INSTRUCTIONS FOR THE TASK: From the entries below, copy every line holding the word "Maconnais".

ENTRIES SUPPLIED:
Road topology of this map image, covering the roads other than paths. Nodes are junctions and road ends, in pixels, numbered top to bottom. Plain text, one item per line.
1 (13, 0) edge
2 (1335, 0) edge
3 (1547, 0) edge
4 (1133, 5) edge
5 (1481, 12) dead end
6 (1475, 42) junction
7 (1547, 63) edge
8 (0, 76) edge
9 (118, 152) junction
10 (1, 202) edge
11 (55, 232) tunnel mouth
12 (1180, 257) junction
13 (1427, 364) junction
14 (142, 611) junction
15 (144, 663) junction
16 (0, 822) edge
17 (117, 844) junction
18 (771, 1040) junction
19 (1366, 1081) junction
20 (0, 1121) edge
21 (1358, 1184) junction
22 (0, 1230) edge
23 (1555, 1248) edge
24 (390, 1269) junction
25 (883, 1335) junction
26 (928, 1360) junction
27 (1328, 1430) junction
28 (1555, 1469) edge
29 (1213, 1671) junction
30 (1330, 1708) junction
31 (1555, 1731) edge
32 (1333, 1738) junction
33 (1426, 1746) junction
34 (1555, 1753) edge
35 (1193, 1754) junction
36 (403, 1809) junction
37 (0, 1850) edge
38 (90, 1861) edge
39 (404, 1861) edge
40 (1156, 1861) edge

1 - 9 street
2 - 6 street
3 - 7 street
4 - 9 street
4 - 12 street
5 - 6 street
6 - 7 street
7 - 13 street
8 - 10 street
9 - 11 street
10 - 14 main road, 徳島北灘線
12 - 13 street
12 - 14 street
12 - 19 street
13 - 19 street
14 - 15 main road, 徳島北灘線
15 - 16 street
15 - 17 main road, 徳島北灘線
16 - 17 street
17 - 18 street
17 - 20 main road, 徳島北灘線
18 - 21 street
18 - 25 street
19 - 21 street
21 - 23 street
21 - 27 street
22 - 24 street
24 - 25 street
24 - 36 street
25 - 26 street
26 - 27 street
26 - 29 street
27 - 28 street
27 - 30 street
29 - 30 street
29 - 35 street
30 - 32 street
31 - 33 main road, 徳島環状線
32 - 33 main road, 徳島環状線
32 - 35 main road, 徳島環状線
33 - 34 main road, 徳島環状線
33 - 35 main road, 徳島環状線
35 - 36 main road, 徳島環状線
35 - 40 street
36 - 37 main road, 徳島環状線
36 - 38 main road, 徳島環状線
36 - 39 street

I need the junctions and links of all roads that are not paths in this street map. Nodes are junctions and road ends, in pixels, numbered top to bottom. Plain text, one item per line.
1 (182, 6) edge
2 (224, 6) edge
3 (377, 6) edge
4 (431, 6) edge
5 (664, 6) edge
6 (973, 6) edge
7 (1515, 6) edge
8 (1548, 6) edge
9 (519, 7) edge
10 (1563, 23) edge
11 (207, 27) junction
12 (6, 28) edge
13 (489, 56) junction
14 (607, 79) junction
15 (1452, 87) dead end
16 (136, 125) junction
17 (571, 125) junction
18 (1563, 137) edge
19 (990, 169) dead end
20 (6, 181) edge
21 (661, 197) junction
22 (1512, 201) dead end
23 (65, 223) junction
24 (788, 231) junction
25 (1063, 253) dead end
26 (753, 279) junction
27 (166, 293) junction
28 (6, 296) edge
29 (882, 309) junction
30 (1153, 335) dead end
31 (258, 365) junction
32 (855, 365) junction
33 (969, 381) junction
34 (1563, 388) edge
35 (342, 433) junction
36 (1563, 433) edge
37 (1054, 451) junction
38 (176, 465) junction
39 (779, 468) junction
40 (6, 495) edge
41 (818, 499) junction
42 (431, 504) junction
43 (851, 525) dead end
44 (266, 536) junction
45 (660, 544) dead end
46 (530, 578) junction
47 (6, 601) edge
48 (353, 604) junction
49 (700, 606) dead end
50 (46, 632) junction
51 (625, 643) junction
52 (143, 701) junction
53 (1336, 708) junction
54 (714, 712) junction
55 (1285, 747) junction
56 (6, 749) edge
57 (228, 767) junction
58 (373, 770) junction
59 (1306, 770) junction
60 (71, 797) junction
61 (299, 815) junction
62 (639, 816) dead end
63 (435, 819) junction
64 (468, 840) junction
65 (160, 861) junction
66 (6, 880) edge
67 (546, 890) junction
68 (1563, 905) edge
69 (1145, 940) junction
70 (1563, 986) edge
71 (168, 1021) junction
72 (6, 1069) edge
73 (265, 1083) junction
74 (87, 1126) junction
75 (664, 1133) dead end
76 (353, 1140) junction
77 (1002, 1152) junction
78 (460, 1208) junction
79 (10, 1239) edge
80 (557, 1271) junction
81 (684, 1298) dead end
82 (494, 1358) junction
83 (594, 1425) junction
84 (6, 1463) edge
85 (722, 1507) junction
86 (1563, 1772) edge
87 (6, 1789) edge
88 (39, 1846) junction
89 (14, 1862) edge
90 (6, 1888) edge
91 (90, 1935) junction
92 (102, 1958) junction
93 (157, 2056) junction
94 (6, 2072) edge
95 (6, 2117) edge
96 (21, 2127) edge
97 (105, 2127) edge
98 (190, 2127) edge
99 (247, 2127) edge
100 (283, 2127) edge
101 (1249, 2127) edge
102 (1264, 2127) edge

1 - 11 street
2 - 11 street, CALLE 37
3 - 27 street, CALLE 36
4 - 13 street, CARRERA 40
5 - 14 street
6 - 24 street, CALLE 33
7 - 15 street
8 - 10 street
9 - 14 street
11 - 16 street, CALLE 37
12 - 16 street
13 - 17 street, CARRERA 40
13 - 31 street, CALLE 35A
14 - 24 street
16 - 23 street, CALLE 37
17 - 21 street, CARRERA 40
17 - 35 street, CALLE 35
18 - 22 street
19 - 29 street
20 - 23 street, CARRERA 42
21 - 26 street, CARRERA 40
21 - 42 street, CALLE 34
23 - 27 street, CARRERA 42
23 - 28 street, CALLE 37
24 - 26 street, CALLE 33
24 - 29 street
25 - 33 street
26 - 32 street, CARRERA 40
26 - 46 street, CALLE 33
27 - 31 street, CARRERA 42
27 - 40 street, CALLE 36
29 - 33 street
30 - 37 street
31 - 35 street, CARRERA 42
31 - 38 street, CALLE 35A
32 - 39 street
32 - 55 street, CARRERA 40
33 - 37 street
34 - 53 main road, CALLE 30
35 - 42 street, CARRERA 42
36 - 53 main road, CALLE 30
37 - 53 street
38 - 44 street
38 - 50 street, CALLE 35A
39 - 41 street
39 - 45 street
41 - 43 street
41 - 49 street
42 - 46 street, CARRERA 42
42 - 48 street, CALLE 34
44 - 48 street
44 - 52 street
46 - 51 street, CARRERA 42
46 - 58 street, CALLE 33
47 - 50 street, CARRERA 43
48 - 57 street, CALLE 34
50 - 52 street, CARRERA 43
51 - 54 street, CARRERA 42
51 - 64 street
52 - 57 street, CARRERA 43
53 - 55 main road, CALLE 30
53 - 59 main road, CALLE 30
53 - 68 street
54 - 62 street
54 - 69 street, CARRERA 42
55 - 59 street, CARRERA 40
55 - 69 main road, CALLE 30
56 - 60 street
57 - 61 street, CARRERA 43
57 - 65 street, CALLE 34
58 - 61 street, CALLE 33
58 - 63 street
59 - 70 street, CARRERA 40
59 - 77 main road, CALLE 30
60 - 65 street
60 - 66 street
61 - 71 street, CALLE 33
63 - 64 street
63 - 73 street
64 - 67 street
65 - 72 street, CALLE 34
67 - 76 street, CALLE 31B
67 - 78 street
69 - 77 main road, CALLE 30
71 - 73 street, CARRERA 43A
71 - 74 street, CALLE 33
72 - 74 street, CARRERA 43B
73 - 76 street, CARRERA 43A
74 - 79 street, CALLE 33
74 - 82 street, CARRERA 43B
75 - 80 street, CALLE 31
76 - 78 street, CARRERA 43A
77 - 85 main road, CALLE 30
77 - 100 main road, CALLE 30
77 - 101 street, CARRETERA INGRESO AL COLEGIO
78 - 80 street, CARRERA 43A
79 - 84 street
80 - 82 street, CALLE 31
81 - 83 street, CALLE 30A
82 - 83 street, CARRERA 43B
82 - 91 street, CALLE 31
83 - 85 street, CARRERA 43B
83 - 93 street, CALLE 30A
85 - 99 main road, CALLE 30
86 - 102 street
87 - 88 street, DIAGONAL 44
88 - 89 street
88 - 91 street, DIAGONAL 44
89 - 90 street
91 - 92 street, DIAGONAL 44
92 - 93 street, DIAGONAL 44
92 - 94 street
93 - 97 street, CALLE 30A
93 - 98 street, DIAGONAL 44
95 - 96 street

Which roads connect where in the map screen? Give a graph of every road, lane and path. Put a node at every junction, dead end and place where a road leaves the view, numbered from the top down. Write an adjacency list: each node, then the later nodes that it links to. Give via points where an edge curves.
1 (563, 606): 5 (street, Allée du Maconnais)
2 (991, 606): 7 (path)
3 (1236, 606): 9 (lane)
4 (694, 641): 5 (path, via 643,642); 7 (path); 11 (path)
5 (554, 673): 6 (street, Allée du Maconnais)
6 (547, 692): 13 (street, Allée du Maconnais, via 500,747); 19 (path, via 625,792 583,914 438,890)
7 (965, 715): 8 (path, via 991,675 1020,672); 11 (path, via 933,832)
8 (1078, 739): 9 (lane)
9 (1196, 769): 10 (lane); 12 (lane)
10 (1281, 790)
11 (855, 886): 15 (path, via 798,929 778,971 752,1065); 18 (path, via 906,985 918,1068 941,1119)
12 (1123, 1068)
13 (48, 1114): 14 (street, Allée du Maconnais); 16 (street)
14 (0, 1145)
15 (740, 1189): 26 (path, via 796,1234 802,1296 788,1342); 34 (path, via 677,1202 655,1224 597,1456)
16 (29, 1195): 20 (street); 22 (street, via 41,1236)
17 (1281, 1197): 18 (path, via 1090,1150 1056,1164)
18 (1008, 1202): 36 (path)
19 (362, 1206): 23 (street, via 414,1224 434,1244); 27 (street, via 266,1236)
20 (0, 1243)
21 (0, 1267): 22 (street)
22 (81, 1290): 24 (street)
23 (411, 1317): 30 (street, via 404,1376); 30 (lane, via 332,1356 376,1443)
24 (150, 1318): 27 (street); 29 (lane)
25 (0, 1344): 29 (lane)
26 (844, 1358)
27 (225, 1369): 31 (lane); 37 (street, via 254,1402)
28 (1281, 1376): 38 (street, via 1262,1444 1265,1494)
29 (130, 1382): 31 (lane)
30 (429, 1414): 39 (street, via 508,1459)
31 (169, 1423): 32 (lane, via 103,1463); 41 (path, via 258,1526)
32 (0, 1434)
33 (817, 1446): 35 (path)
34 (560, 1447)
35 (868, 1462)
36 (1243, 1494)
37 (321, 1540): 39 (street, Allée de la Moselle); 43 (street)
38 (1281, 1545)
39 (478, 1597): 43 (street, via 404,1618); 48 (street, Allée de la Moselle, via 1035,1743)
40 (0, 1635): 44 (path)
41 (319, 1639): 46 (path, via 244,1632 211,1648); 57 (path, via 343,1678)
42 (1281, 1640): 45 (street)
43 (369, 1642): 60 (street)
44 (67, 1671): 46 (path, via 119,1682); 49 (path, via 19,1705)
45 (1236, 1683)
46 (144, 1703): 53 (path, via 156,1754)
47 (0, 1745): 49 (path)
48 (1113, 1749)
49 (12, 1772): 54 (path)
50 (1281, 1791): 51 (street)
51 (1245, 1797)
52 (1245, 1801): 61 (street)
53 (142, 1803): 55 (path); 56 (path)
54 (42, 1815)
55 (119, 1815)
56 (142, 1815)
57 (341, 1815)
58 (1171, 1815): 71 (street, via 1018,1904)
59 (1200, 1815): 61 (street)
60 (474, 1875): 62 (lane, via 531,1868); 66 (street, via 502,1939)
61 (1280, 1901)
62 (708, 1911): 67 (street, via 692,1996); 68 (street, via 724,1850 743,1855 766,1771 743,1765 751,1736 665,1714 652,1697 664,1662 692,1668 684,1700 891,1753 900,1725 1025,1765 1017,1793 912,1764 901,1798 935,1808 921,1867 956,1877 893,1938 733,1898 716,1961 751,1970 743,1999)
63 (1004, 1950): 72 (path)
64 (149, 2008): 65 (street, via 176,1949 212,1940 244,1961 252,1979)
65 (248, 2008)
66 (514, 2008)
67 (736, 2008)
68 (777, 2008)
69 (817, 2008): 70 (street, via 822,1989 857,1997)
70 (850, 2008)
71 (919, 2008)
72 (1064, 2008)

RESPONSE TO THE TASK:
1 (563, 606): 5 (street, Allée du Maconnais)
5 (554, 673): 6 (street, Allée du Maconnais)
6 (547, 692): 13 (street, Allée du Maconnais, via 500,747); 19 (path, via 625,792 583,914 438,890)
13 (48, 1114): 14 (street, Allée du Maconnais); 16 (street)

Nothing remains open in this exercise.